Segment Open
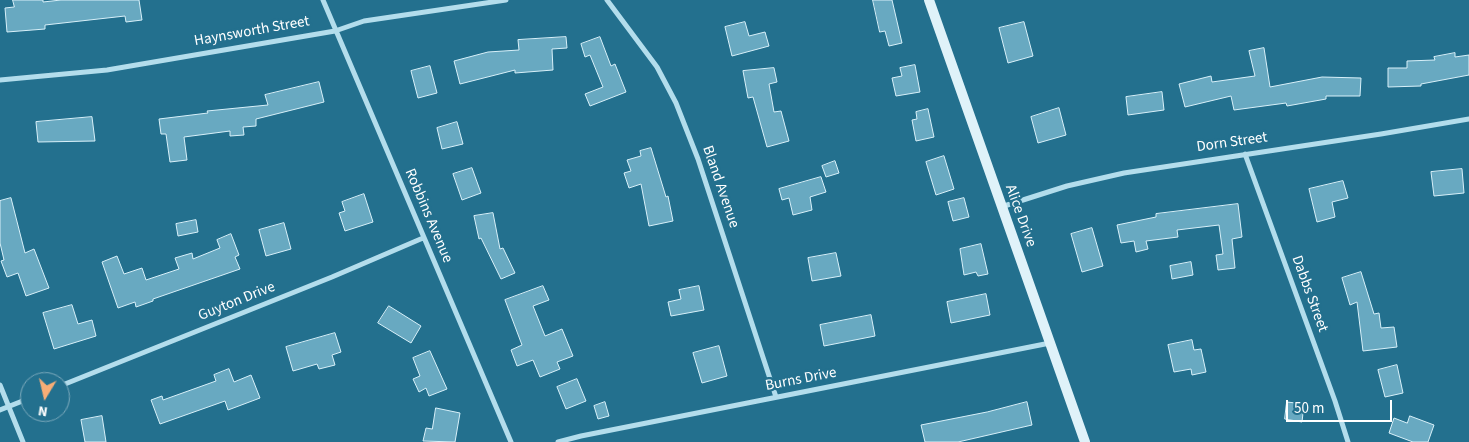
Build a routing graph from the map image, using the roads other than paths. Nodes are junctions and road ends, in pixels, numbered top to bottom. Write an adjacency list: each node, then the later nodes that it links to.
1 (323, 0): 5 (street, Robbins Avenue)
2 (506, 0): 5 (street, Haynsworth Street)
3 (607, 0): 14 (street, Bland Avenue)
4 (929, 0): 9 (main road, Alice Drive)
5 (335, 31): 6 (street, Haynsworth Street); 10 (street, Robbins Avenue)
6 (0, 80)
7 (1469, 119): 8 (street, Dorn Street)
8 (1245, 154): 9 (street, Dorn Street); 22 (street, Dabbs Street)
9 (1001, 207): 11 (main road, Alice Drive)
10 (423, 238): 12 (street, Guyton Drive); 19 (street, Robbins Avenue)
11 (1050, 344): 14 (street, Burns Drive); 21 (main road, Alice Drive)
12 (70, 382)
13 (0, 385): 16 (street)
14 (776, 397): 20 (street, Burns Drive)
15 (20, 402): 16 (street)
16 (9, 407): 17 (street); 18 (street)
17 (0, 410)
18 (23, 442)
19 (510, 442)
20 (558, 442)
21 (1084, 442)
22 (1348, 442)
Segment Closed
[YOUR TASK]
I would like the material repeated in full and exactly, with its images omitted.

[RESULT BELOW]
Build a routing graph from the map image, using the roads other than paths. Nodes are junctions and road ends, in pixels, numbered top to bottom. Write an adjacency list: each node, then the later nodes that it links to.
1 (323, 0): 5 (street, Robbins Avenue)
2 (506, 0): 5 (street, Haynsworth Street)
3 (607, 0): 14 (street, Bland Avenue)
4 (929, 0): 9 (main road, Alice Drive)
5 (335, 31): 6 (street, Haynsworth Street); 10 (street, Robbins Avenue)
6 (0, 80)
7 (1469, 119): 8 (street, Dorn Street)
8 (1245, 154): 9 (street, Dorn Street); 22 (street, Dabbs Street)
9 (1001, 207): 11 (main road, Alice Drive)
10 (423, 238): 12 (street, Guyton Drive); 19 (street, Robbins Avenue)
11 (1050, 344): 14 (street, Burns Drive); 21 (main road, Alice Drive)
12 (70, 382)
13 (0, 385): 16 (street)
14 (776, 397): 20 (street, Burns Drive)
15 (20, 402): 16 (street)
16 (9, 407): 17 (street); 18 (street)
17 (0, 410)
18 (23, 442)
19 (510, 442)
20 (558, 442)
21 (1084, 442)
22 (1348, 442)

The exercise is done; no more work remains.